WHAT THIS TASK INVOLVES. Your result will be the set of lines with "node", copied from the material below.

####

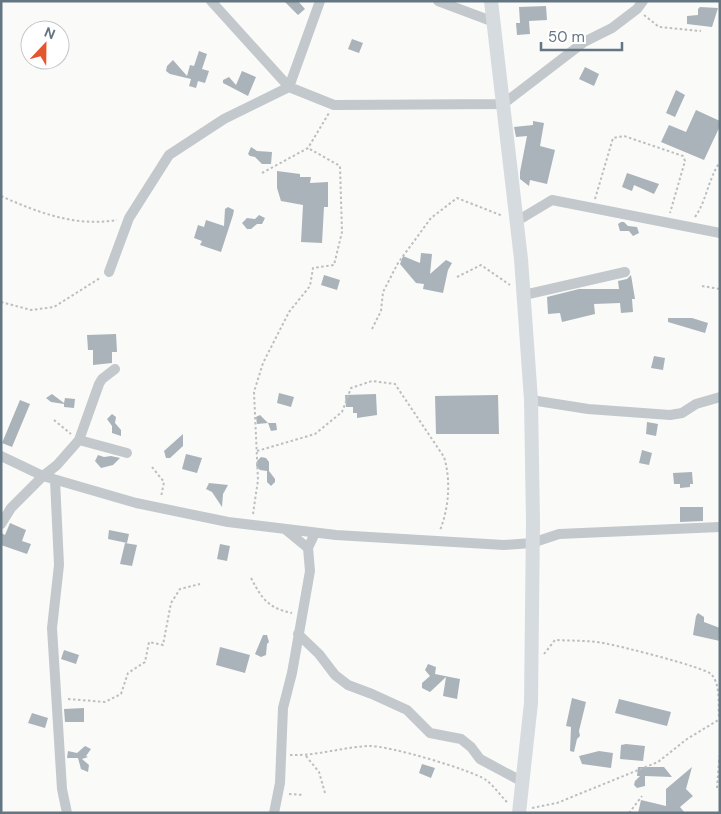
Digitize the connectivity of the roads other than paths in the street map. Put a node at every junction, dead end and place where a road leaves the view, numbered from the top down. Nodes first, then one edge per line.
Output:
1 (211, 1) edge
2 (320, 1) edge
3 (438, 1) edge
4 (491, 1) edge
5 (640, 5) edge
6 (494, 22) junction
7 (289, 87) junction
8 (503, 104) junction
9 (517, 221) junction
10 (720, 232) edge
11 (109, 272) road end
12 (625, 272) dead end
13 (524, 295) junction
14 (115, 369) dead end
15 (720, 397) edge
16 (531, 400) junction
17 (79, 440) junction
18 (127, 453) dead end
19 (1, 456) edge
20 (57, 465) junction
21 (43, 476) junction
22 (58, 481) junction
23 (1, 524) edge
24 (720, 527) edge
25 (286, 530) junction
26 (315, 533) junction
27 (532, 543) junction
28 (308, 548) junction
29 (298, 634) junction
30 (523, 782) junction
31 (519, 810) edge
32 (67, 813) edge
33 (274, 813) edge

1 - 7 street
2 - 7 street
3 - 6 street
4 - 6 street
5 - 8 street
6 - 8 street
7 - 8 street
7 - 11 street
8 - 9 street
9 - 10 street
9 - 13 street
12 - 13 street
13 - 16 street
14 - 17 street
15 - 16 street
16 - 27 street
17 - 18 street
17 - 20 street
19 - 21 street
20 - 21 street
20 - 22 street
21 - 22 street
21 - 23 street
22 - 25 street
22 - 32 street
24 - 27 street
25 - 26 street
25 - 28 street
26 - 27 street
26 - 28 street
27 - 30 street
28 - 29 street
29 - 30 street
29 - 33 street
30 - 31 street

####

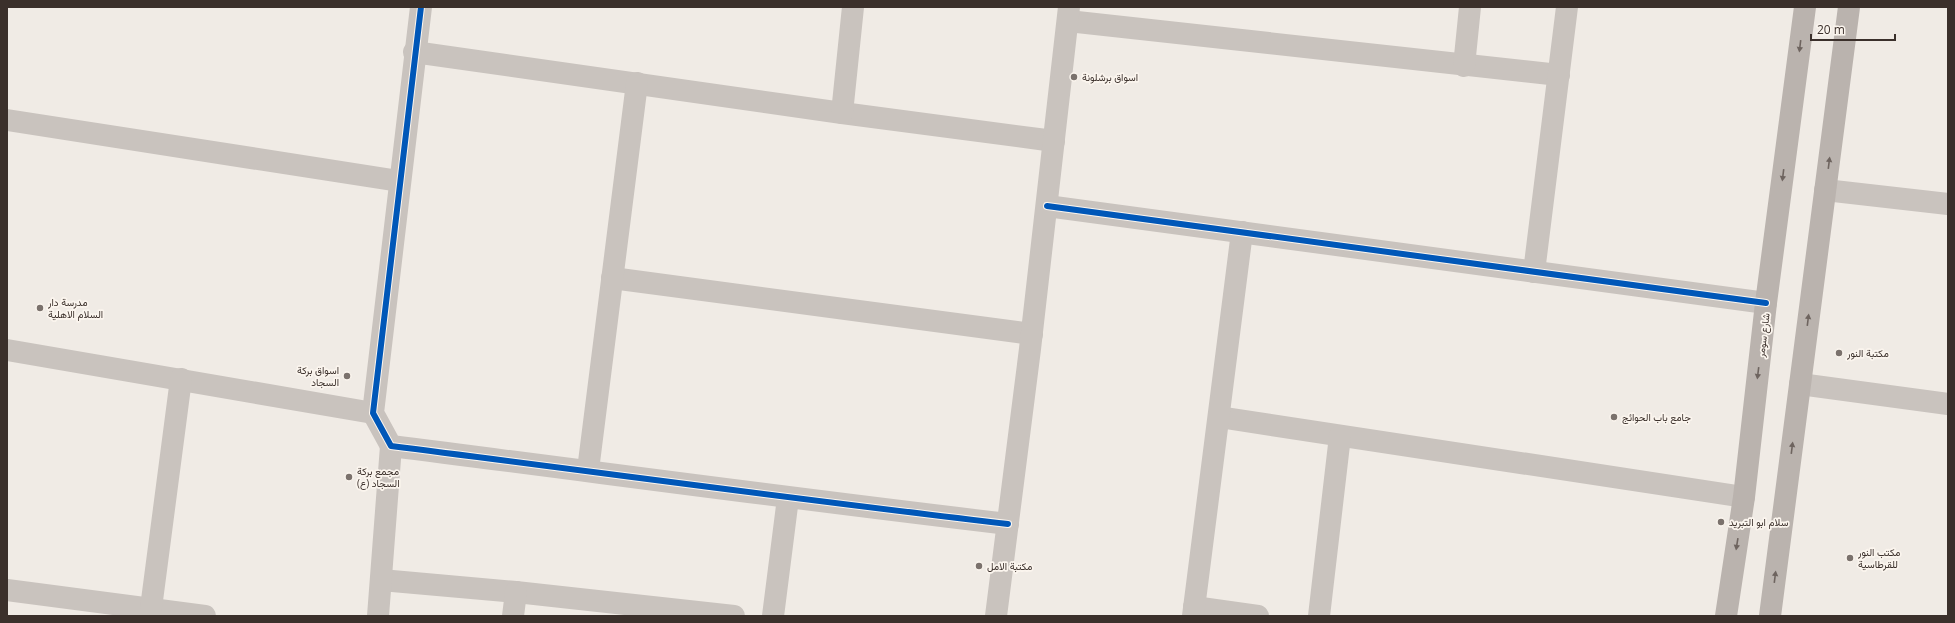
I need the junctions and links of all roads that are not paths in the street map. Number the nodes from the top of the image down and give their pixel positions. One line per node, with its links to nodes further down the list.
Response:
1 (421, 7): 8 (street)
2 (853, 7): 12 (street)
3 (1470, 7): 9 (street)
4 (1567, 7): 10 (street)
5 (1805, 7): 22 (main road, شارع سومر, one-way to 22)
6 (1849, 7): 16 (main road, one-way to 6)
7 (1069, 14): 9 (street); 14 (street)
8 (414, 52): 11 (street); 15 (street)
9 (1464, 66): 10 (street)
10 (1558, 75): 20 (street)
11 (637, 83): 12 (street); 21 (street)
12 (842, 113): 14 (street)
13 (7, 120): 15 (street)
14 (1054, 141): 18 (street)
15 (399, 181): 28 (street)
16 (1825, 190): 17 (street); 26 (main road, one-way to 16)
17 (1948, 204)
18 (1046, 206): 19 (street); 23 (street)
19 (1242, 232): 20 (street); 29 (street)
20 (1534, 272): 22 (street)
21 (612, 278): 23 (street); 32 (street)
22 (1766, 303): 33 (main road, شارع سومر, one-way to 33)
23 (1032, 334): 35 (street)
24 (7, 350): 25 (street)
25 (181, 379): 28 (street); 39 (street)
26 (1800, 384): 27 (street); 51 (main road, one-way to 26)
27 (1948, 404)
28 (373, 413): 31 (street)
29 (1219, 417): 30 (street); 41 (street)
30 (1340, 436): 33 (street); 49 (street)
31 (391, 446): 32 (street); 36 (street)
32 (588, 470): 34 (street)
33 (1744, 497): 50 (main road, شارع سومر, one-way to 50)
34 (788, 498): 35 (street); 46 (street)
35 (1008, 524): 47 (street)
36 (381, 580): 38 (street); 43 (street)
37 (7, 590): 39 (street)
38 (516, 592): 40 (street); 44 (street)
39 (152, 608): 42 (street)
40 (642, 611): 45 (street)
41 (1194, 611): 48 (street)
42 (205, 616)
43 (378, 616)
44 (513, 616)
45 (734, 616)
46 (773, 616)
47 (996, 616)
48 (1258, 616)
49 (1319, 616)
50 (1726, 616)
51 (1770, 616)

####

RESULT FOR THIS TASK.
Digitize the connectivity of the roads other than paths in the street map. Put a node at every junction, dead end and place where a road leaves the view, numbered from the top down. Nodes first, then one edge per line.
I need the junctions and links of all roads that are not paths in the street map. Number the nodes from the top of the image down and give their pixel positions. One line per node, with its links to nodes further down the list.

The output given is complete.